Karim Oweiss Receives $4.2 M from DARPA

[via uf news]

With a $4.2 million award from Defense Advanced Research Projects Agency, or DARPA, Karim Oweiss, Ph.D., a professor of electrical and computer engineering, biomedical engineering and neuroscience, will study the mechanisms by which cranial nerve stimulation can affect brain activity. His lab will use advanced optical imaging that will produce extremely high-resolution images of brain dynamics to map the functional circuitry in areas of the brain responsible for executive function. Additionally, optogenetic interrogation, a technique to drive specific brain cells to fire or go silent in response to targeted illumination, will be used to study the causal involvement of these areas in learning cue salience and working memory formation in rodents trained on auditory discrimination and decision making tasks.

Oweiss will collaborate with Qi Wang, an assistant professor at Columbia University. Wang’s lab will focus on the noradrenergic pathway — a neuromodulator widely responsible for brain attention and arousal — and the extent to which it is engaged when rodents learn a tactile discrimination task.
Oweiss’ project seeks to demonstrate the effects of vagal nerve stimulation on cognitive-skill learning and the brain activity supporting those skills, as well as to optimize the stimulation parameters and training protocols for long-term retention of those skills.

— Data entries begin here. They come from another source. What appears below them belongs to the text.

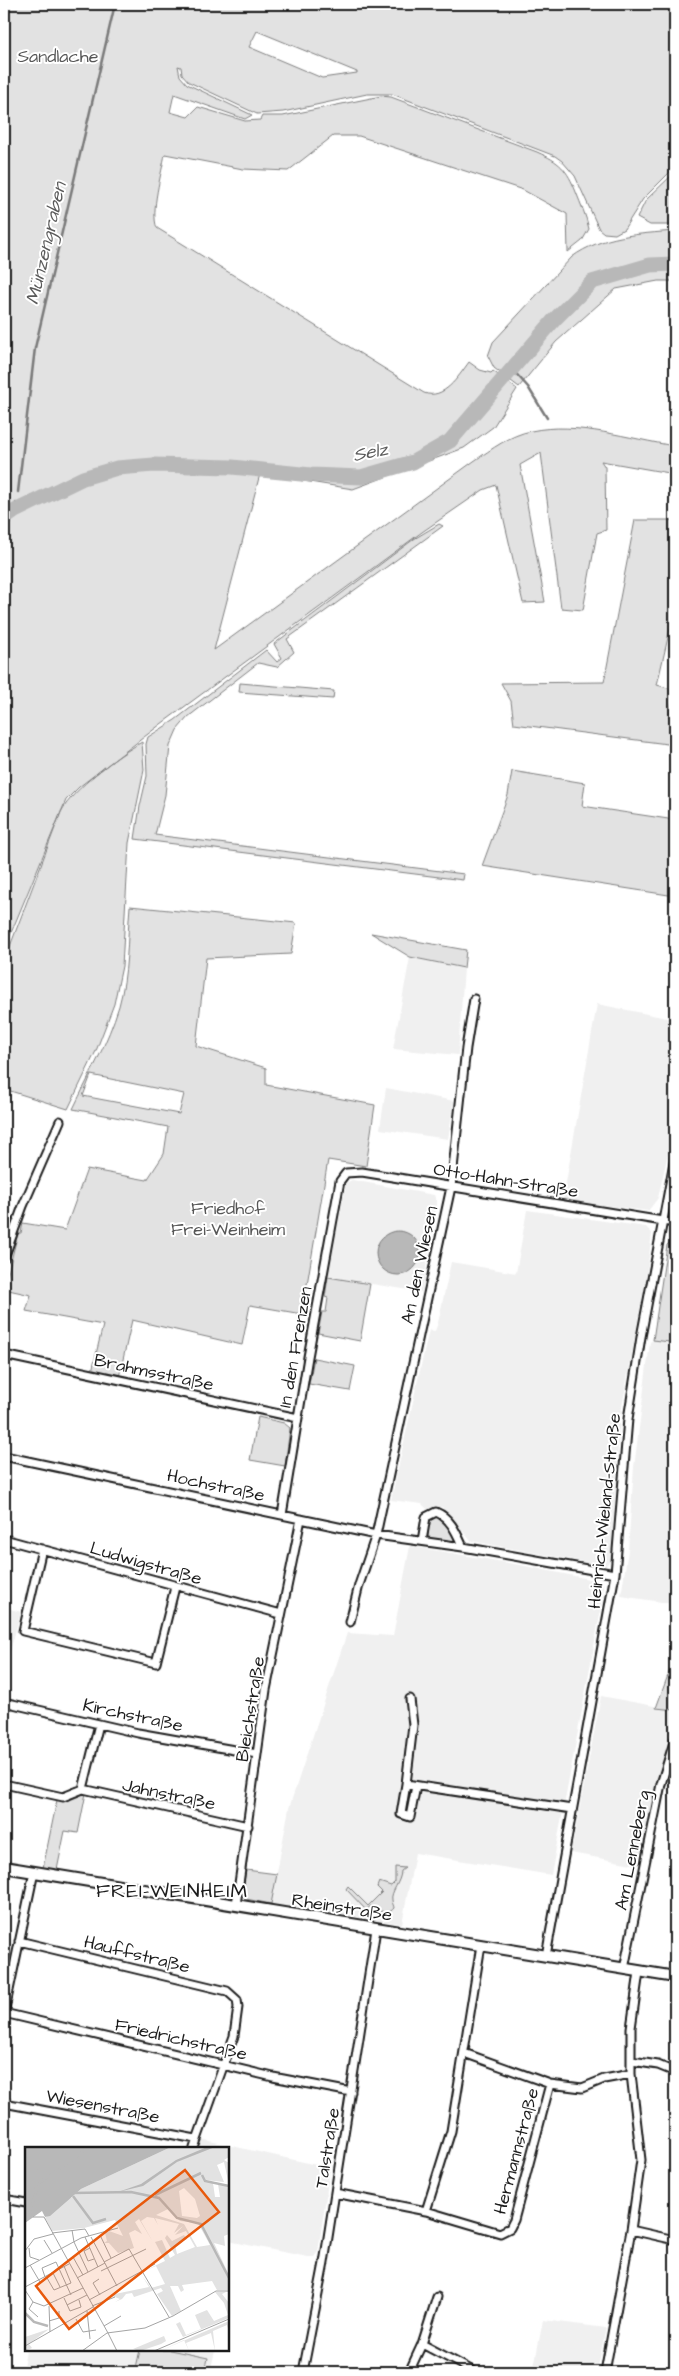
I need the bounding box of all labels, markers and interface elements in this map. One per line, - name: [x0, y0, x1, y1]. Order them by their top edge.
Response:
- park label: Sandlache: [18, 44, 99, 69]
- water label: Münzengraben: [19, 178, 74, 307]
- water label: Selz: [351, 436, 392, 469]
- street label: Otto-Hahn-Straße: [432, 1157, 580, 1204]
- park label: Friedhof Frei-Weinheim: [171, 1196, 285, 1242]
- street label: An den Wiesen: [395, 1204, 444, 1326]
- street label: In den Frenzen: [273, 1284, 318, 1410]
- street label: Brahmsstraße: [92, 1348, 216, 1397]
- street label: Heinrich-Wieland-Straße: [582, 1412, 627, 1610]
- street label: Hochstraße: [165, 1463, 267, 1508]
- street label: Ludwigstraße: [87, 1536, 205, 1592]
- street label: Bleichstraße: [230, 1654, 271, 1764]
- street label: Kirchstraße: [81, 1693, 186, 1738]
- street label: Jahnstraße: [120, 1772, 218, 1817]
- street label: Am Lenneberg: [609, 1788, 657, 1912]
- district label: FREI-WEINHEIM: [96, 1877, 248, 1905]
- street label: Rheinstraße: [290, 1887, 394, 1928]
- street label: Hauffstraße: [81, 1929, 193, 1980]
- street label: Friedrichstraße: [112, 2012, 250, 2067]
- street label: Wiesenstraße: [44, 2083, 162, 2130]
- street label: Hermannstraße: [488, 2085, 545, 2217]
- street label: Talstraße: [309, 2106, 346, 2190]
- inset map: [25, 2147, 229, 2351]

“We want to see if it’s possible to promote targeted changes in specific brain circuits to accelerate this process by stimulating the vagus nerve, which sends close to 80 percent of its output back to the brain,” Oweiss said. “So if one knows that ‘brain area A’ talks to ‘brain area B’ when learning a new language, can we develop training protocols that promote the exchange between these two areas while leaving other areas unaltered? Then the person will learn at a faster rate and retain the skills for much longer.”

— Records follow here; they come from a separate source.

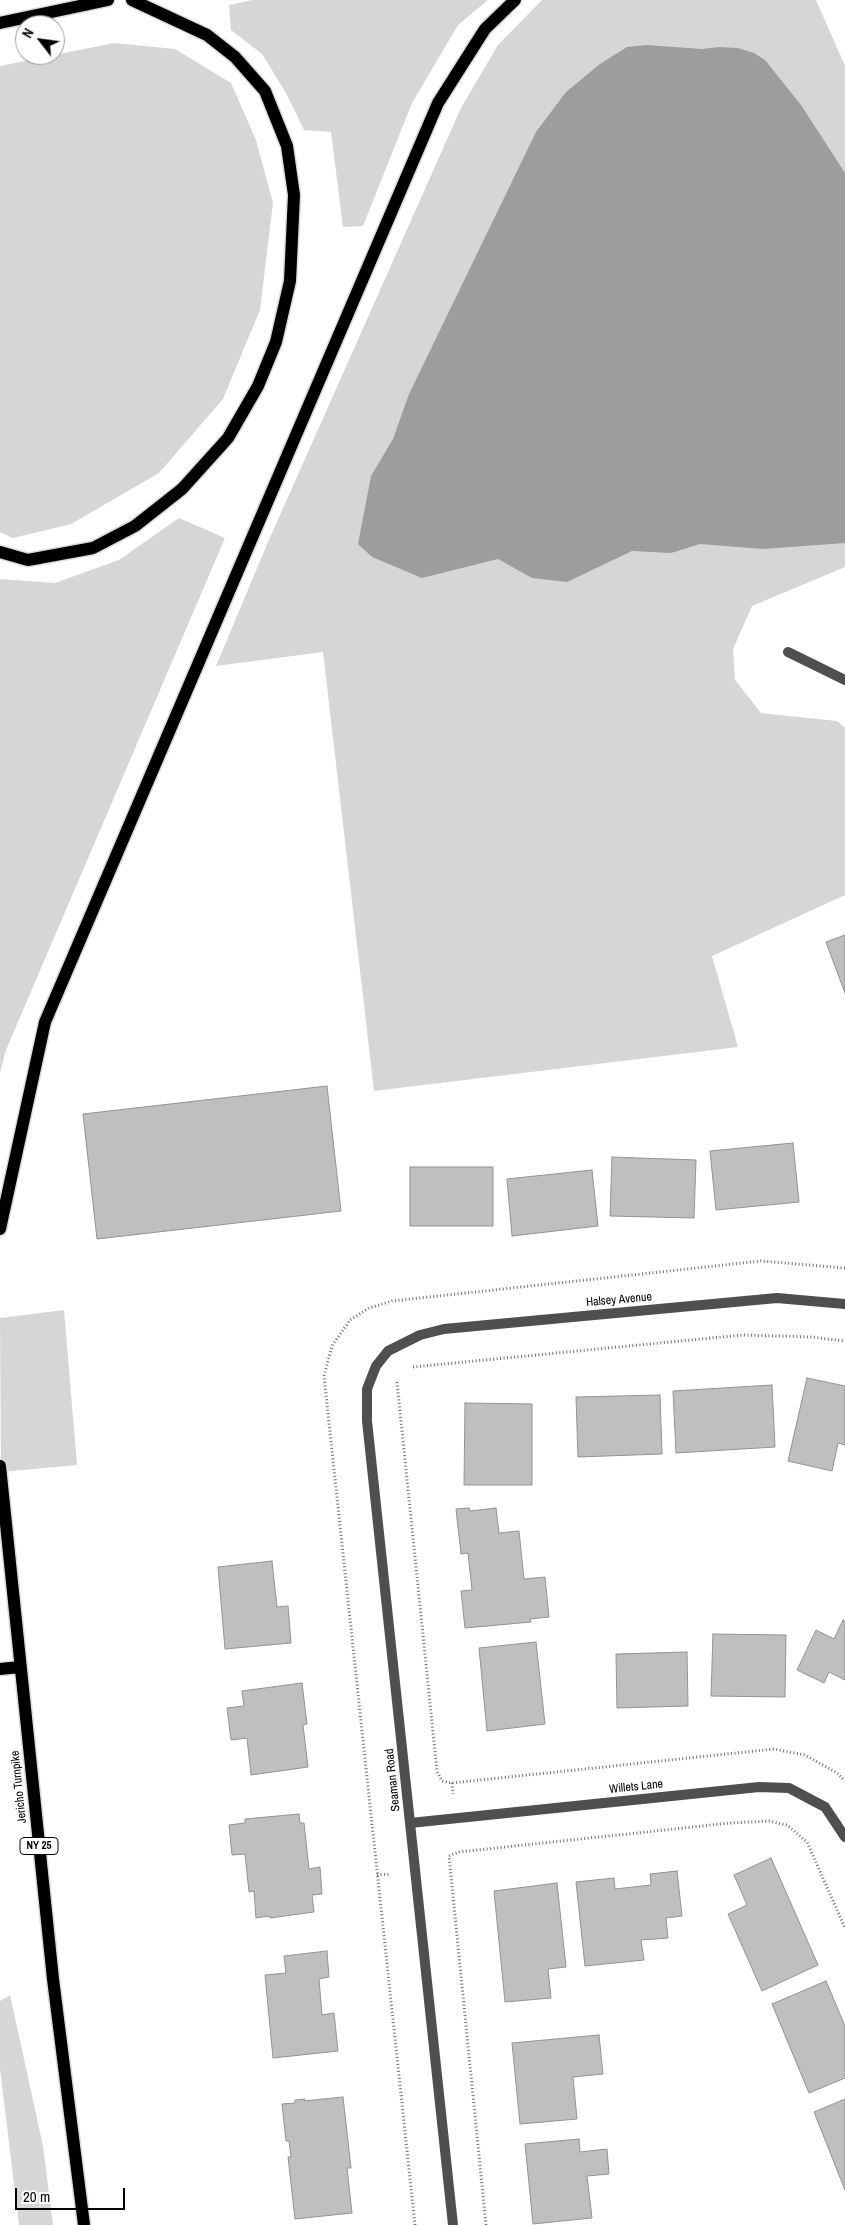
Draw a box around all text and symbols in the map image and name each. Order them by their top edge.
north arrow [15,15,65,65]
text: N [18,25,38,41]
street label: Halsey Avenue [585,1290,653,1310]
street label: Seaman Road [383,1748,403,1812]
street label: Jericho Turnpike [8,1750,30,1824]
street label: Willets Lane [608,1777,664,1797]
road number: NY 25 [20,1838,58,1854]
scale bar [18,2178,128,2210]
text: 20 m [23,2186,50,2207]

The implications of both projects reach beyond accelerated learning speeds. “If we identify specific ways that neural pathways change as a person learns, then if a person loses brain function, we could potentially rewire disconnected brain areas and personalize neural rehabilitation,” said Oweiss. “This technology could be used to restore quality of life much quicker if brain function has been compromised.”